» TRY IT
Would you copy each line of the records that includes the word "Strada"?
-- -- --
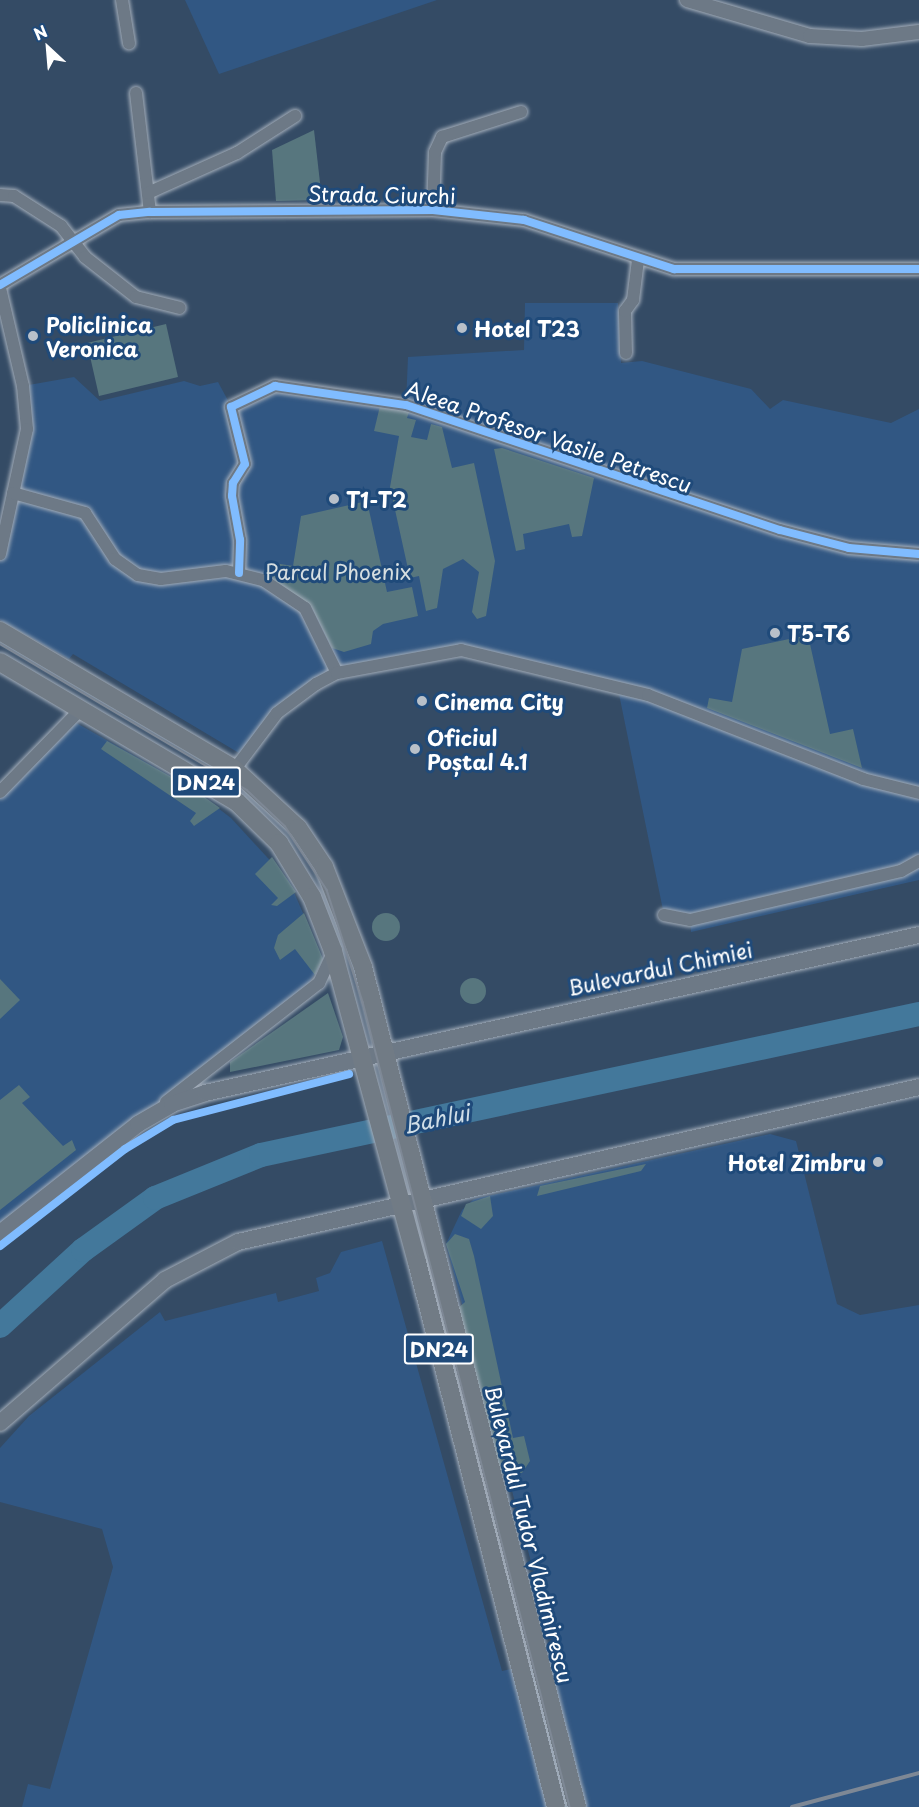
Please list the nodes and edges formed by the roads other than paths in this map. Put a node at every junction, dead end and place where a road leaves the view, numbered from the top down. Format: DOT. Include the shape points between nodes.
graph roads {
  1 [pos="122,0"];
  2 [pos="687,0"];
  3 [pos="919,32"];
  4 [pos="129,43"];
  5 [pos="136,93"];
  6 [pos="521,112"];
  7 [pos="295,116"];
  8 [pos="148,193"];
  9 [pos="0,195"];
  10 [pos="433,210"];
  11 [pos="150,212"];
  12 [pos="70,243"];
  13 [pos="638,260"];
  14 [pos="919,269"];
  15 [pos="0,286"];
  16 [pos="180,308"];
  17 [pos="626,353"];
  18 [pos="13,493"];
  19 [pos="0,554"];
  20 [pos="919,555"];
  21 [pos="238,573"];
  22 [pos="0,631"];
  23 [pos="0,662"];
  24 [pos="337,673"];
  25 [pos="81,709"];
  26 [pos="234,769"];
  27 [pos="219,790"];
  28 [pos="0,792"];
  29 [pos="919,793"];
  30 [pos="919,861"];
  31 [pos="664,915"];
  32 [pos="919,934"];
  33 [pos="333,951"];
  34 [pos="385,1050"];
  35 [pos="360,1055"];
  36 [pos="919,1087"];
  37 [pos="138,1124"];
  38 [pos="423,1201"];
  39 [pos="401,1207"];
  40 [pos="0,1233"];
  41 [pos="0,1423"];
  42 [pos="556,1807"];
  43 [pos="577,1807"];
  1 -- 4 [label="street"];
  2 -- 3 [label="street" via="810,36 862,39"];
  5 -- 8 [label="street"];
  6 -- 10 [label="street" via="442,137 435,152"];
  7 -- 8 [label="street" via="237,153"];
  8 -- 11 [label="street"];
  9 -- 12 [label="street" via="14,196 61,226"];
  10 -- 11 [label="street, Strada Ciurchi"];
  10 -- 13 [label="street, Strada Ciurchi" via="524,220"];
  11 -- 12 [label="street, Strada Ciurchi" via="119,215"];
  12 -- 15 [label="street, Strada Ciurchi"];
  12 -- 16 [label="street" via="136,297"];
  13 -- 14 [label="street, Strada Ciurchi" via="705,272"];
  13 -- 17 [label="street" via="633,300 625,311"];
  15 -- 18 [label="street" via="26,398 27,429"];
  18 -- 19 [label="street"];
  18 -- 21 [label="street" via="85,513 115,559 138,575"];
  20 -- 21 [label="street, Aleea Profesor Vasile Petrescu" via="849,548 789,533 406,405 275,386 231,407 245,464 233,483 232,496 240,540"];
  21 -- 24 [label="street" via="263,580 305,608"];
  22 -- 26 [label="main road, Bulevardul Tudor Vladimirescu / DN24"];
  23 -- 25 [label="main road, Bulevardul Tudor Vladimirescu / DN24"];
  24 -- 26 [label="street" via="277,713"];
  24 -- 29 [label="street" via="437,652 487,655 648,695 863,778"];
  25 -- 27 [label="main road, Bulevardul Tudor Vladimirescu / DN24"];
  25 -- 28 [label="street"];
  26 -- 27 [label="street"];
  26 -- 34 [label="main road, Bulevardul Tudor Vladimirescu / DN24" via="298,828 324,867 345,913"];
  27 -- 33 [label="main road, Bulevardul Tudor Vladimirescu / DN24" via="279,843 312,897"];
  30 -- 31 [label="street" via="901,871 690,920"];
  32 -- 34 [label="main road, Bulevardul Chimiei"];
  33 -- 35 [label="main road, Bulevardul Tudor Vladimirescu / DN24"];
  33 -- 37 [label="street" via="319,983"];
  34 -- 35 [label="main road, Bulevardul Chimiei"];
  34 -- 38 [label="main road, Bulevardul Tudor Vladimirescu / DN24"];
  35 -- 37 [label="main road, Bulevardul Chimiei" via="205,1093 172,1104"];
  35 -- 39 [label="main road, Bulevardul Tudor Vladimirescu / DN24"];
  36 -- 38 [label="main road"];
  37 -- 40 [label="main road, Bulevardul Chimiei"];
  38 -- 39 [label="main road"];
  38 -- 43 [label="main road, Bulevardul Tudor Vladimirescu / DN24"];
  39 -- 41 [label="main road" via="238,1242 196,1260 165,1280"];
  39 -- 42 [label="main road, Bulevardul Tudor Vladimirescu / DN24"];
}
-- -- --
» RESULT
  10 -- 11 [label="street, Strada Ciurchi"];
  10 -- 13 [label="street, Strada Ciurchi" via="524,220"];
  11 -- 12 [label="street, Strada Ciurchi" via="119,215"];
  12 -- 15 [label="street, Strada Ciurchi"];
  13 -- 14 [label="street, Strada Ciurchi" via="705,272"];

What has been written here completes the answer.